Chronic obstructive pulmonary disease (COPD) is a debilitating, progressive condition involving airway inflammation and fibrosis accompanied by loss of lung function, primarily caused by cigarette smoking. Airway remodeling in COPD is associated with elevated NF-b activation. Annually, COPD affects 14 million Americans. The most common management strategy for COPD patients of all stages and severity involve the use of bronchodilators, which relieve bronchoconstriction and alters airway smooth muscle tone.
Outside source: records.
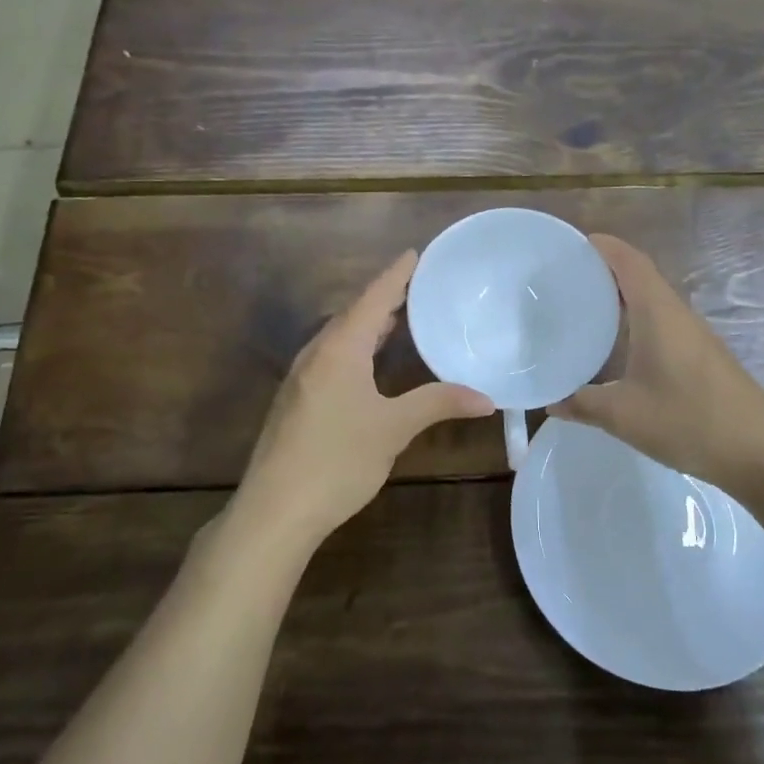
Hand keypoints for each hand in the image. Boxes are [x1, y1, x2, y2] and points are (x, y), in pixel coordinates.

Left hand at [232, 251, 492, 550]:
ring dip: (368, 325)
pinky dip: (356, 348)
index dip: (396, 275)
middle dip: (383, 298)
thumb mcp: (393, 429)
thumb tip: (487, 398)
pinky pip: (331, 357)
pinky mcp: (296, 401)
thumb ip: (438, 404)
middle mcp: (316, 353)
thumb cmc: (337, 459)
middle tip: (417, 287)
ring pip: (339, 337)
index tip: (415, 253)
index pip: (373, 298)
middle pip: (353, 314)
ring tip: (398, 320)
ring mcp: (301, 378)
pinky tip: (369, 365)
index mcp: (340, 348)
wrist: (275, 510)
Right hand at [550, 235, 763, 497]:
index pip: (629, 261)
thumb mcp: (623, 415)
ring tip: (583, 307)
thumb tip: (550, 400)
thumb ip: (582, 403)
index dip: (601, 246)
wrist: (760, 453)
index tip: (569, 245)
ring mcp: (694, 335)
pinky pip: (662, 323)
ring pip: (652, 301)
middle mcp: (677, 314)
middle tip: (564, 279)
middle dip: (603, 270)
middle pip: (640, 275)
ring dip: (621, 297)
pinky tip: (618, 347)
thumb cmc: (688, 421)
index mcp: (658, 313)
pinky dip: (635, 321)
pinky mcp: (702, 356)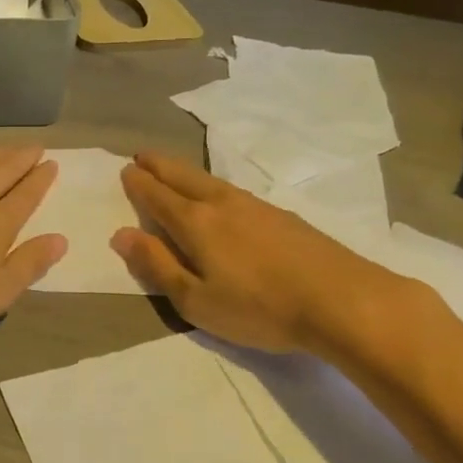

Corticosteroids are often used to control inflammation and to prevent and treat exacerbations. This presents a treatment market expected to reach $14.1B by 2025, but for which the major drug class remains bronchodilators. Through investigation into the molecular and cellular mechanisms underlying COPD, including depletion of Club cells and SCGB1A1 protein, Therabron™ has been identified as a strong therapeutic candidate for COPD. However, bronchodilators and corticosteroids are inexpensive small molecule drugs compared to protein therapeutics such as Therabron™. Therefore, Therabron™ would most likely be used in a subset of COPD patients (~5-10%) that: 1) are not controlled with or cannot tolerate conventional COPD medications (ie. steroid-sparing treatment), 2) are severely deficient in native SCGB1A1 (<2 ng/mL in plasma or serum) leading to a precipitous loss of lung function and referred to as “rapid decliners”, and/or 3) are at higher risk of having low SCGB1A1 levels and developing COPD due to their SCGB1A1 genotype. The rationale for using Therabron™ to manage COPD is similar to that for its use in ALI/ARDS, asthma, and CLAD-BOS because many of the same underlying pathophysiological processes are impacted by Therabron™ in each of these conditions. Therefore, replacement and augmentation of native SCGB1A1 using inhaled Therabron™ is likely to preserve existing pulmonary function, to restore pulmonary resistance to infection and reduce inflammation and fibrosis in the airways of COPD patients thereby reducing the incidence and severity of COPD exacerbations, and to rehabilitate and accelerate recovery of those hospitalized for COPD exacerbations.

Transplant and Immune Modulation Applications

Lung inflammation and fibrosis can be caused by immune-mediated injury such as in allogeneic lung transplant (LTx) or hematologic cell (bone marrow) transplant (HCT). The exact cause and mechanisms of airway fibrosis in allogeneic LTx and HCT are unknown, however, progressive fibrosis and loss of lung function correlate with loss of Club cells and their major secretory product, the SCGB1A1 protein. SCGB1A1 and Therabron™ are known to reduce development of asthma and allergic rhinitis in response to specific allergen exposures in vivo. Not only does Therabron™ reduce innate immune responses, but also reduces T-cell and B-cell responses to specific antigens (TH1, TH1, and TH17). In particular, Therabron™, reduced the development of TH2 cells sensitive to tree pollen allergen in mixed lymphocyte reactions in vitro and to test allergen allergens in vivo. More recently, Trove and its collaborators determined that Therabron™ reduced titers of donor specific antibodies (DSA) in a murine model of orthotopic lung transplant model, as well as reducing specific T cell populations associated with the bronchiolitis obliterans phenotype. These exciting results suggest a potential to induce immunologic tolerance with potentially dozens of new applications for Therabron™ and its derivatives in many types of transplants, cell-based therapies, enzyme replacements, and other therapies that generate DSA, anti-drug antibodies, and T-cell- and B-cell-mediated immune responses in recipients, as well as in autoimmune diseases.